Quando Denti da squalo si contamina con lunga mano della micro criminalità di periferia (un dazio che prima o poi tocca scontare in tutte le opere che si inoltrano nei cerchi concentrici più esterni delle grandi città) perde parte del suo guizzo. Non è, purtroppo, l’intenzione di resa di quella rottura dell’idillio che deve arrivare e che in effetti arriva, quanto un procedere in maniera abbastanza rigida e schematica nello scandire l’incontro con la gang, i lavoretti, i conflitti di Walter con la madre.
Appesi nel mezzo
Si viene sbalzati fuori dai discorsi “da grande” messi in bocca al piccolo Walter, da certe dinamiche davvero troppo trite e ritrite, da un accompagnamento musicale che satura senza tregua lo spazio di alcuni silenzi che così diventano inspiegabili cacofonie. Il film di Gentile non si prende il giusto tempo per respirare e quando lo fa, come nell’occasione dell’incontro con il personaggio di Edoardo Pesce (in poche battute fa schizzare in alto il lato favolistico più sporco e barbaro), è forse tardi. Anche perché in coda si aggiunge poi un finale sensato ma troppo macchinoso, troppo mostrato alla camera, un po’ come avviene lungo tutta l’opera con lo squalo a cui sono riservate un numero di inquadrature eccessive ed insistite per quella che è l’aura che il film vuole evocare.

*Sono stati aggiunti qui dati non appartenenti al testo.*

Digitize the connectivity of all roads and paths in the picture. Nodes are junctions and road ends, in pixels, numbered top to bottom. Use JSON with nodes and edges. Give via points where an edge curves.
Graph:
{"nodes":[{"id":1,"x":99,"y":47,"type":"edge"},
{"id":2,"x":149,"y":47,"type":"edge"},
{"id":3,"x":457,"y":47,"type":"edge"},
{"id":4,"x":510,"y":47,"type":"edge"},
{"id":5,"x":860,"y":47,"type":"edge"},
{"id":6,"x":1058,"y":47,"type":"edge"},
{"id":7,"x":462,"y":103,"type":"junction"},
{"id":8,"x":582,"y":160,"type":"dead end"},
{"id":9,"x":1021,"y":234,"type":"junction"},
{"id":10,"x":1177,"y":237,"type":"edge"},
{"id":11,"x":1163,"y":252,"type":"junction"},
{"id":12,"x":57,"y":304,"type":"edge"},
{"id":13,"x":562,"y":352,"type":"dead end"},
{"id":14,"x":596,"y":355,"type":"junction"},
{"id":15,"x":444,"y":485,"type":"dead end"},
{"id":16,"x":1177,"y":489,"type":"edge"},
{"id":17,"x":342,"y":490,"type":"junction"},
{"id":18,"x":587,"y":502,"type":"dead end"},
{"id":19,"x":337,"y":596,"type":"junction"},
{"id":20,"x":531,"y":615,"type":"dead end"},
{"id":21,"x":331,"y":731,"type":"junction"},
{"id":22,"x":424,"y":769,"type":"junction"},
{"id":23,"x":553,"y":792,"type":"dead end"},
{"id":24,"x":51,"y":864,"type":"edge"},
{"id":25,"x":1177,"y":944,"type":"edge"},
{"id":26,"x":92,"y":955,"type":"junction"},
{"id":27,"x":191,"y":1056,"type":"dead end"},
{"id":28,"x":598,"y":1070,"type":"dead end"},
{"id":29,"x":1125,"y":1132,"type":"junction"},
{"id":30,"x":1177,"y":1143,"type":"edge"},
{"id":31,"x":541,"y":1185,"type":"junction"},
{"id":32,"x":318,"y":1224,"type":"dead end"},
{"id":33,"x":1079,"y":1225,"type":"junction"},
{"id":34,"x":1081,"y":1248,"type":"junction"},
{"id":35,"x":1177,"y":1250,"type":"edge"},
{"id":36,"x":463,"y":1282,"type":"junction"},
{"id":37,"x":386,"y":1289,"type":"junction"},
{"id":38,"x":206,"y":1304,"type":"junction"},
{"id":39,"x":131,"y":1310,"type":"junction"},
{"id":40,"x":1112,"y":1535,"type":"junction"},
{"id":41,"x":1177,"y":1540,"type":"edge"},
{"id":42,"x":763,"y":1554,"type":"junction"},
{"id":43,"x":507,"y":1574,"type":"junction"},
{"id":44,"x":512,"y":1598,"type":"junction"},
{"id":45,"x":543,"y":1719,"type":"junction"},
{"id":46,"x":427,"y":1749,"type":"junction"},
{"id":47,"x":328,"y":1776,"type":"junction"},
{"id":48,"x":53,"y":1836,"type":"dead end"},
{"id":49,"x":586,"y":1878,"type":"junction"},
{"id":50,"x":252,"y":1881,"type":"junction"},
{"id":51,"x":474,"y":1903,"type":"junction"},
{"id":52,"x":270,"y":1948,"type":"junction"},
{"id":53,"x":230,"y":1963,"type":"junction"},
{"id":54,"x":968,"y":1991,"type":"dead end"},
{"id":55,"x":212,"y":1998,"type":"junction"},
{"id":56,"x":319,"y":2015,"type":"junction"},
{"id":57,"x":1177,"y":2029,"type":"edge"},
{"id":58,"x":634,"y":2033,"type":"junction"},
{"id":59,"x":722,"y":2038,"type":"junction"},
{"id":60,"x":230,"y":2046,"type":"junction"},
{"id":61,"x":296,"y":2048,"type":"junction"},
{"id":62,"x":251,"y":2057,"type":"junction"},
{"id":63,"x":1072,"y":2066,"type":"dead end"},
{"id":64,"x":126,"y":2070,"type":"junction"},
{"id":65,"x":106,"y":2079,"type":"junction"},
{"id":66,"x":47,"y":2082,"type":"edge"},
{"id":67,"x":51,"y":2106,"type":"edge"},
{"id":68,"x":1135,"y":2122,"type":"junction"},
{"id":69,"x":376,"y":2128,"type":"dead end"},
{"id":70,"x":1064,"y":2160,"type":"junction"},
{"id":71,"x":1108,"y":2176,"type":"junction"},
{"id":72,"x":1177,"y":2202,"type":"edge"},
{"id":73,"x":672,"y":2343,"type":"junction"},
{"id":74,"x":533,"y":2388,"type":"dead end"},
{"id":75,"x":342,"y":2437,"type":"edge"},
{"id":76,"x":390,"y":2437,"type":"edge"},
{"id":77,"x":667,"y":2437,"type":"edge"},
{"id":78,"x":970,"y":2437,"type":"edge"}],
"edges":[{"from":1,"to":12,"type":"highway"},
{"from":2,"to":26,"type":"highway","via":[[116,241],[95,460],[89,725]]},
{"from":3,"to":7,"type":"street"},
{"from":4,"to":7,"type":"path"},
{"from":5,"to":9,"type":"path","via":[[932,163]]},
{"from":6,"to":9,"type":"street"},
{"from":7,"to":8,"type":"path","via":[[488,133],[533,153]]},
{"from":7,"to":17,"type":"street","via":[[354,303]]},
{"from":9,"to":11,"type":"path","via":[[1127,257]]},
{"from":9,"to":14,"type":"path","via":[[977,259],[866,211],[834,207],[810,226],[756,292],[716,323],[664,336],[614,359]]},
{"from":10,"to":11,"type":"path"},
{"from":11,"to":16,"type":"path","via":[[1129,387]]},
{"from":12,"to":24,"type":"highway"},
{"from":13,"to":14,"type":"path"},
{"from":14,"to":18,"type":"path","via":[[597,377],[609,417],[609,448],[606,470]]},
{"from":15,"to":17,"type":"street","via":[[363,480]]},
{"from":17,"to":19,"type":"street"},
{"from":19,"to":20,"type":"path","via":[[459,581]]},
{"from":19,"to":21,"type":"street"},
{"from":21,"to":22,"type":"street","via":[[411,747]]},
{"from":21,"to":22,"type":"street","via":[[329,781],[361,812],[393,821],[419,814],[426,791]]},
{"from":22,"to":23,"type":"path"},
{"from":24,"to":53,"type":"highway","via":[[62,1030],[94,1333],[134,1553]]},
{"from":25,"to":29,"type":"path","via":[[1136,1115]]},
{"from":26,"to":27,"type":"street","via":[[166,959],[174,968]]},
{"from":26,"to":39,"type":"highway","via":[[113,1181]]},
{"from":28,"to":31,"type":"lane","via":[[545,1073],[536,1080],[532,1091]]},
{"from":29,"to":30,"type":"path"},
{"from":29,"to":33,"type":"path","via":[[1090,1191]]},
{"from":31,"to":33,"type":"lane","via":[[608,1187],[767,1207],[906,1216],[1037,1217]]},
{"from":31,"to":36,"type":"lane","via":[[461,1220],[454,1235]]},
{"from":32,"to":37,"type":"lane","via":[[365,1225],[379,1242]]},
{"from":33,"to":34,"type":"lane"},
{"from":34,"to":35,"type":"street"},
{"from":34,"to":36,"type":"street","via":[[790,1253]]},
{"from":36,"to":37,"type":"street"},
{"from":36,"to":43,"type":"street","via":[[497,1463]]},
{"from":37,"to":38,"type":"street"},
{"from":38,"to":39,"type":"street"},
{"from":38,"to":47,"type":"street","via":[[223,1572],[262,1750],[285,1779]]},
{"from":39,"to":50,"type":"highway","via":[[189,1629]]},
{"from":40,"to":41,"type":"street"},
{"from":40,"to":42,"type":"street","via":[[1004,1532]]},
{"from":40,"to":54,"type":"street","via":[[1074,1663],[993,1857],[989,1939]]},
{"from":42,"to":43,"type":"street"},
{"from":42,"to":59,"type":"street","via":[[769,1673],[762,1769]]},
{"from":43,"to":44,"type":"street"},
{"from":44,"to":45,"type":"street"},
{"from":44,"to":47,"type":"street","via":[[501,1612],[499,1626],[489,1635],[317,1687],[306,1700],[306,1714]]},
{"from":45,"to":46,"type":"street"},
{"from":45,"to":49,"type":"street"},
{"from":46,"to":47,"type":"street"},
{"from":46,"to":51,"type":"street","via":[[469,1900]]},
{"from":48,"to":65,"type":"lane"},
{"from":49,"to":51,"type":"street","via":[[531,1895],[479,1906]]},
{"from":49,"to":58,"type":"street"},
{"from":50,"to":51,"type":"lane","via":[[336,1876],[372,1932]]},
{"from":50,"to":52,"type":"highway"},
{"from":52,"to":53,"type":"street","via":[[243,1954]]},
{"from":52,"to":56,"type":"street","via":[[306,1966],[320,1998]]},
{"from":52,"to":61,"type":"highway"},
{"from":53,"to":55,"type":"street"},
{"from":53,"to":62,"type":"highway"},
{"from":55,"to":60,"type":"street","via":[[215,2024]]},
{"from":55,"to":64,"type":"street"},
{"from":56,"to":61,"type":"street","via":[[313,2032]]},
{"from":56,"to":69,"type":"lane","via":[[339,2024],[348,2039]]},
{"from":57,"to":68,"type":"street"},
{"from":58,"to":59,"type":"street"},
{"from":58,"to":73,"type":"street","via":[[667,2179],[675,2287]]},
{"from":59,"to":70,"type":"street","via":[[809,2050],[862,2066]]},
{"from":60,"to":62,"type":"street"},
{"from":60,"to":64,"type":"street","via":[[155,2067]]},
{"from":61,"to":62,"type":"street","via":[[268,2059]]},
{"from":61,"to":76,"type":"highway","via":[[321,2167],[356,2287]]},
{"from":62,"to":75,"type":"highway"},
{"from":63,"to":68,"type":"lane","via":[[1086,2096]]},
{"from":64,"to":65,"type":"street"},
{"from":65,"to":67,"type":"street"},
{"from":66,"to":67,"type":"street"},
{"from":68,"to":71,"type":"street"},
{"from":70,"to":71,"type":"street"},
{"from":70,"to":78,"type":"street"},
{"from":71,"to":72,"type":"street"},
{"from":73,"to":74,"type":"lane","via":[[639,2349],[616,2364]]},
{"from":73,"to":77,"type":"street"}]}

Insomma, Denti da squalo si trova nel mezzo così come avviene per il suo piccolo protagonista. Da una parte imbocca in modo decisamente intrigante l’idea della sospensione, del blocco, della riflessione grazie ad azzecatissimi incipit, lavoro sulle location e progressivo disvelamento del mistero. Poi si concede al dire e fare le cose battendo sentieri già noti, schiacciandoci addosso a un dramma che vuole farsi crudo, urlato, che vuole strappare il velo dell’innocenza e allora forza la mano alla narrazione e ai suoi meccanismi da racconto incantato.
La recensione in breve
Denti da squalo è un'opera prima che parte da un'affascinante idea di favola moderna. Funzionano l'incipit, il lavoro sulle location, il mistero da svelare un poco alla volta. Poi però quella patina si perde perché il film si mostra troppo, reitera su dinamiche trite e ritrite, si fa macchinoso e meno spontaneo.